Prof. Jan Bosch
Virtually all organizations I work with have terabytes or even petabytes of data stored in different databases and file systems. However, there’s a very interesting pattern I’ve started to recognize during recent months. On the one hand, the data that gets generated is almost always intended for human interpretation. Consequently, there are lots of alphanumeric data, comments and other unstructured data in these files and databases. On the other hand, the size of the stored data is so phenomenally large that it’s impossible for any human to make heads or tails of it.
The consequence is that enormous amounts of time are required to preprocess the data in order to make it usable for training machine learning models or for inference using already trained models.
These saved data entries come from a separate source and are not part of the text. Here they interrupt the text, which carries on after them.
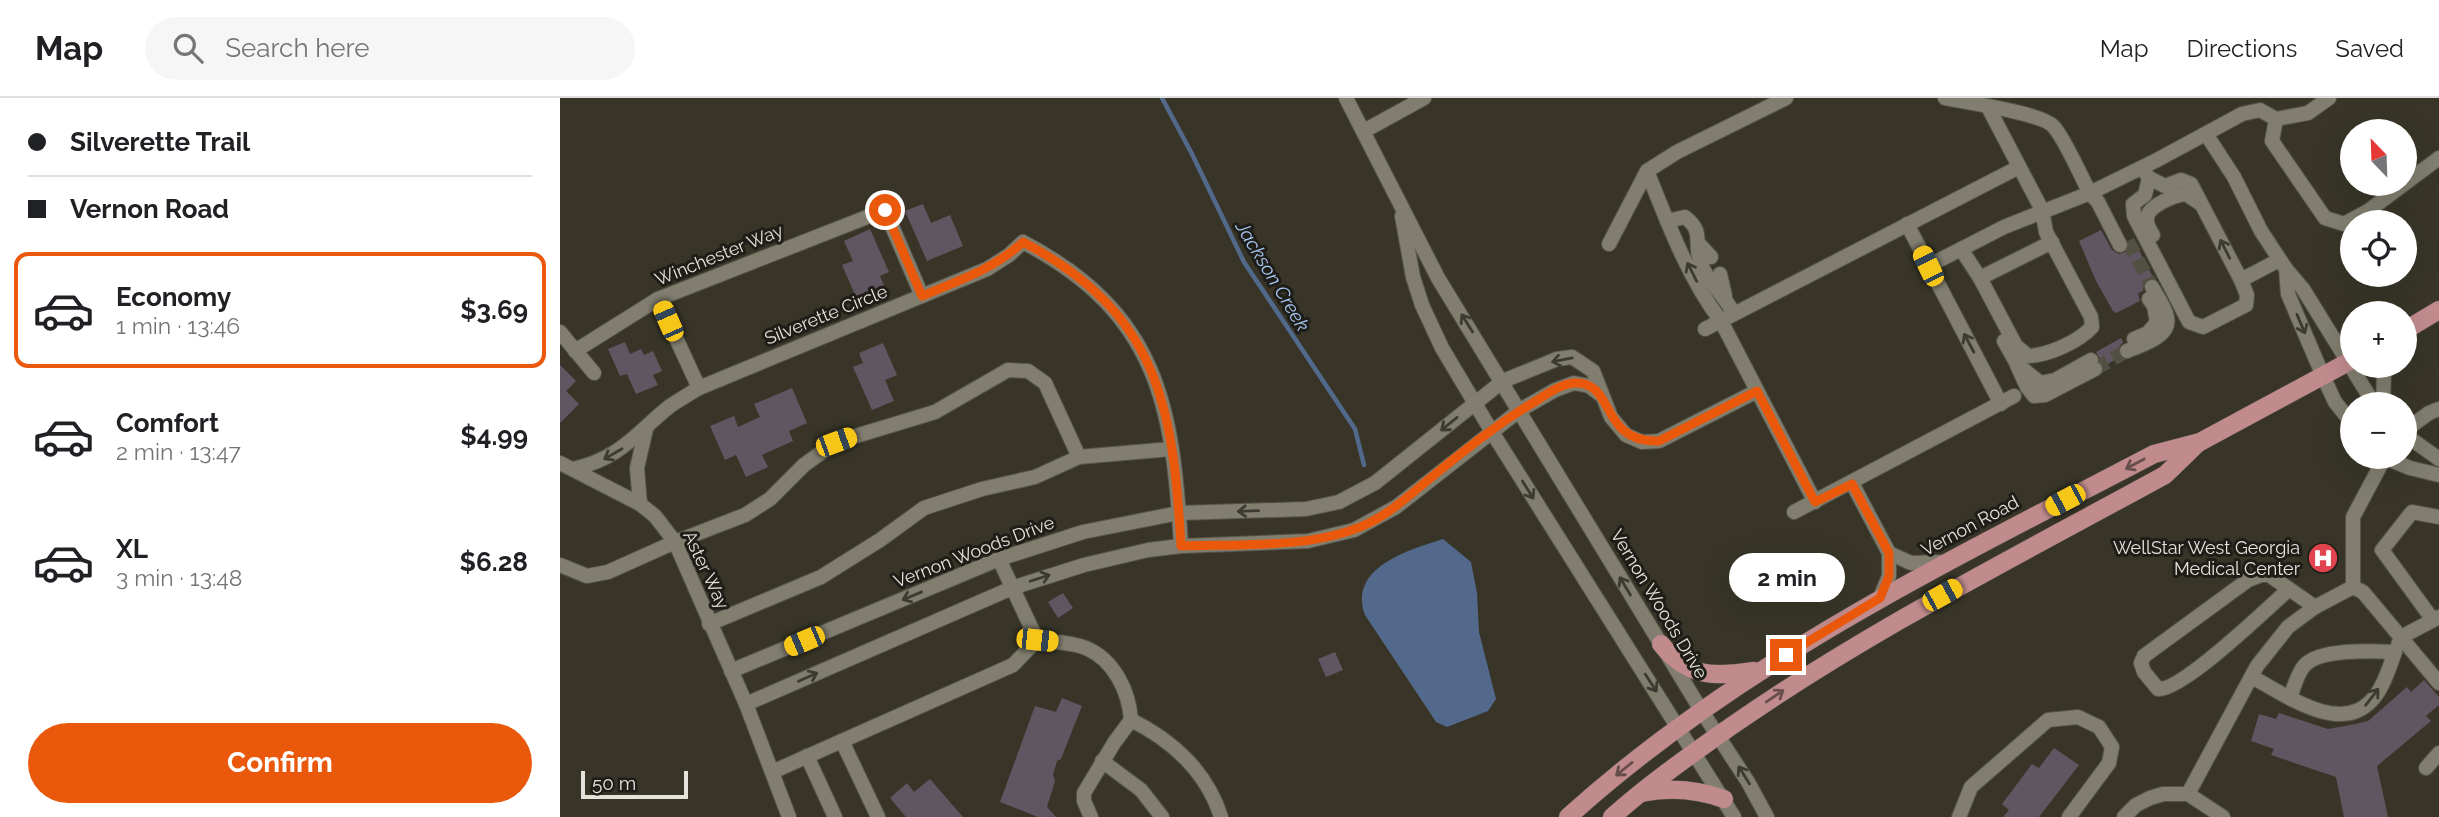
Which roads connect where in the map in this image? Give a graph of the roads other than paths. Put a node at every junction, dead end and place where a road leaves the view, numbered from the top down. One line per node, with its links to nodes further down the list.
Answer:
1 (1346, 98): 8 (street)
2 (1424, 98): 8 (street)
3 (1786, 98): 12 (street)
4 (1945, 98): 6 (street)
5 (2329, 98): 7 (street)
6 (1988, 107): 11 (street); 17 (street)
7 (2276, 119): 9 (street); 10 (street)
8 (1364, 131): 16 (street)
9 (2206, 134): 13 (street); 28 (street)
10 (2439, 158)
11 (2019, 167): 19 (street); 21 (street)
12 (1647, 171): 20 (street); 24 (street)
13 (2145, 173): 14 (street); 15 (street); 17 (street)
14 (2165, 186): 15 (street); 18 (street)
15 (2145, 195): 34 (street)
16 (1398, 197): 51 (street, one-way to 16); 55 (street)
17 (2094, 198): 19 (street); 23 (street)
18 (2202, 204): 32 (street, one-way to 18); 34 (street)
19 (2042, 210): 22 (street); 26 (street)
20 (1667, 221): 25 (street); 40 (street, one-way to 20)
21 (1908, 224): 29 (street); 39 (street)
22 (2052, 242): 31 (street); 31 (street)
23 (2124, 243)
24 (1609, 244)
25 (1699, 244): 27 (street); 36 (street)
26 (1961, 249): 29 (street); 31 (street)
27 (1711, 257)
28 (2283, 265): 32 (street); 44 (street); 50 (street, one-way to 50)
29 (1928, 266): 71 (street, one-way to 29)
30 (1720, 274): 36 (street)
31 (1980, 278): 47 (street)
32 (2241, 280): 34 (street)
33 (2147, 289): 45 (street)
34 (2247, 295)
35 (922, 296): 37 (street, Winchester Way); 52 (street, Silverette Circle); 64 (street, Silverette Circle)
36 (1725, 296): 39 (street)
37 (659, 299): 46 (street, Winchester Way); 52 (street)
38 (2439, 310): 41 (main road)
39 (1734, 314): 40 (street)
40 (1721, 321): 42 (street); 53 (street)
41 (2417, 323)
42 (1705, 329)
43 (560, 332): 46 (street)
44 (2340, 346)
45 (2125, 348)
46 (575, 351): 49 (street)
47 (2093, 364)
48 (2340, 367): 50 (main road, Vernon Road)
49 (594, 373)
50 (2323, 376): 56 (street); 62 (main road, Vernon Road)
51 (1503, 382): 54 (street, one-way to 51); 55 (street, Vernon Woods Drive); 58 (street, Vernon Woods Drive)
52 (699, 388): 60 (street, Silverette Circle)
53 (1757, 391): 54 (street); 72 (street)
54 (1602, 397): 58 (street)
55 (1475, 403): 61 (street); 75 (street, Vernon Woods Drive, one-way to 75)
56 (2340, 408)
57 (2439, 409): 59 (street)
58 (1520, 410): 61 (street); 92 (street, Vernon Woods Drive, one-way to 58)
59 (2417, 423)
60 (646, 428): 67 (street, Silverette Circle, one-way to 67); 73 (street)
61 (1492, 432): 78 (street); 102 (street, one-way to 102)
62 (2200, 442): 81 (main road, Vernon Road, one-way to 81); 103 (main road, Vernon Road, one-way to 62)
63 (2417, 443): 66 (street)
64 (1171, 449): 65 (street); 75 (street)
65 (1079, 457): 77 (street); 89 (street)
66 (2439, 459)
67 (567, 466): 73 (street, Aster Way)
68 (2378, 469): 83 (street)
69 (2414, 469): 70 (street)
70 (2439, 475)
71 (1852, 484): 72 (street); 79 (street)
72 (1815, 502): 74 (street)
73 (640, 504): 77 (street, Aster Way)
74 (1794, 512)
75 (1179, 513): 78 (street); 80 (street, Vernon Woods Drive)
76 (2439, 517): 88 (street)
77 (675, 542): 82 (street); 89 (street, Aster Way)
78 (1181, 546): 84 (street, one-way to 78)
79 (1889, 553): 81 (street); 86 (street)
80 (999, 559): 84 (street); 95 (street, Vernon Woods Drive, one-way to 95)
81 (1946, 562): 86 (main road, Vernon Road)
82 (560, 565)
83 (2353, 587): 87 (street); 90 (street)
84 (1012, 588): 91 (street); 99 (street, one-way to 84)
85 (2289, 589): 85 (street); 87 (street)
86 (1880, 598): 94 (main road, Vernon Road)
87 (2315, 607): 96 (street)
88 (2436, 618): 90 (street)
89 (709, 624): 95 (street, Aster Way)
90 (2401, 637): 93 (street); 97 (street)
91 (1037, 640): 101 (street); 104 (street)
92 (1661, 644): 94 (main road); 100 (street, Vernon Woods Drive)
93 (2395, 652): 98 (street); 98 (street, one-way to 93)
94 (1761, 670): 100 (main road, Vernon Road)
95 (731, 671): 99 (street, Aster Way)
96 (2252, 677): 98 (street); 112 (street)
97 (2439, 683)
98 (2290, 697)
99 (746, 704): 110 (street, Aster Way)
100 (1700, 710): 102 (main road, Vernon Road); 103 (street, Vernon Woods Drive)
101 (1131, 720): 108 (street); 119 (street)
102 (1678, 726): 105 (street); 120 (main road, Vernon Road, one-way to 120)
103 (1718, 735): 105 (main road, Vernon Road); 123 (street, Vernon Woods Drive, one-way to 103)
104 (842, 741): 107 (street); 116 (street)
105 (1694, 751): 111 (main road, Vernon Road); 113 (street)
106 (2439, 752): 109 (street)
107 (807, 756): 110 (street); 115 (street)
108 (1102, 761): 117 (street); 118 (street)
109 (2426, 768)
110 (772, 772): 114 (street, Aster Way)
111 (1637, 794): 113 (main road); 121 (main road, Vernon Road)
112 (2188, 794): 126 (street); 127 (street)
113 (1724, 799): 122 (street)
114 (789, 817)
115 (835, 817)
116 (878, 817)
117 (1091, 817)
118 (1163, 817)
119 (1221, 817)
120 (1568, 817)
121 (1612, 817)
122 (1734, 817)
123 (1767, 817)
124 (1959, 817): 125 (street)
125 (2069, 817)
126 (2124, 817)
127 (2223, 817)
Data scientists at a number of companies have told me that they and their colleagues spend well over 90 percent of their time and energy on this.
'Most of the data is mud pretending to be oil'
For most organizations, therefore, the only way to generate any value from the vast amounts of data that are stored on their servers is to throw lots and lots of human resources at it. Since, oftentimes, the business case for doing so is unclear or insufficient, the only logical conclusion is that the vast majority of data that’s stored at companies is simply useless. It’s dead weight and will never generate any relevant business value. Although the saying is that “data is the new oil”, the reality is that most of it is mud pretending to be oil.
Even if the data is relevant, there are several challenges associated with using it in analytics or machine learning. The first is timeliness: if you have a data set of, say, customer behavior that’s 24, 12 or even only 6 months old, it’s highly likely that your customer base has evolved and that preferences and behaviors have changed, invalidating your data set.
Second, particularly in companies that release new software frequently, such as when using DevOps, the problem is that with every software version, the way data is generated may have changed. Especially when the data is generated for human consumption, eg engineers debugging systems in operation, it’s time consuming to merge data sets that were produced by different versions of the software.
Third, in many organizations, multiple data sets are generated continuously, even by the same system. To derive the information that’s actually relevant for the company frequently requires combining data from different sets. The challenge is that different data sets may not use the same way of timestamping entries, may store data at very different levels of abstraction and frequency and may evolve in very unpredictable ways. This makes combining the data effort consuming and any automation developed for the purpose very brittle and likely to fail unpredictably.
My main message is that, rather than focusing on preprocessing data, we need to spend much more time and focus on how the data is produced in the first place. The goal should be to generate data such that it doesn’t require any preprocessing at all. This opens up a host of use cases and opportunities that I’ll discuss in future articles.
Concluding, for all the focus on data, the fact of the matter is that in most companies, most data is useless or requires prohibitive amounts of human effort to unlock the value that it contains. Instead, we should focus on how we generate data in the first place. The goal should be to do that in such a way that the data can be used for analytics and machine learning without any preprocessing. So, clean up the mess, get rid of the useless data and generate data in ways that actually make sense.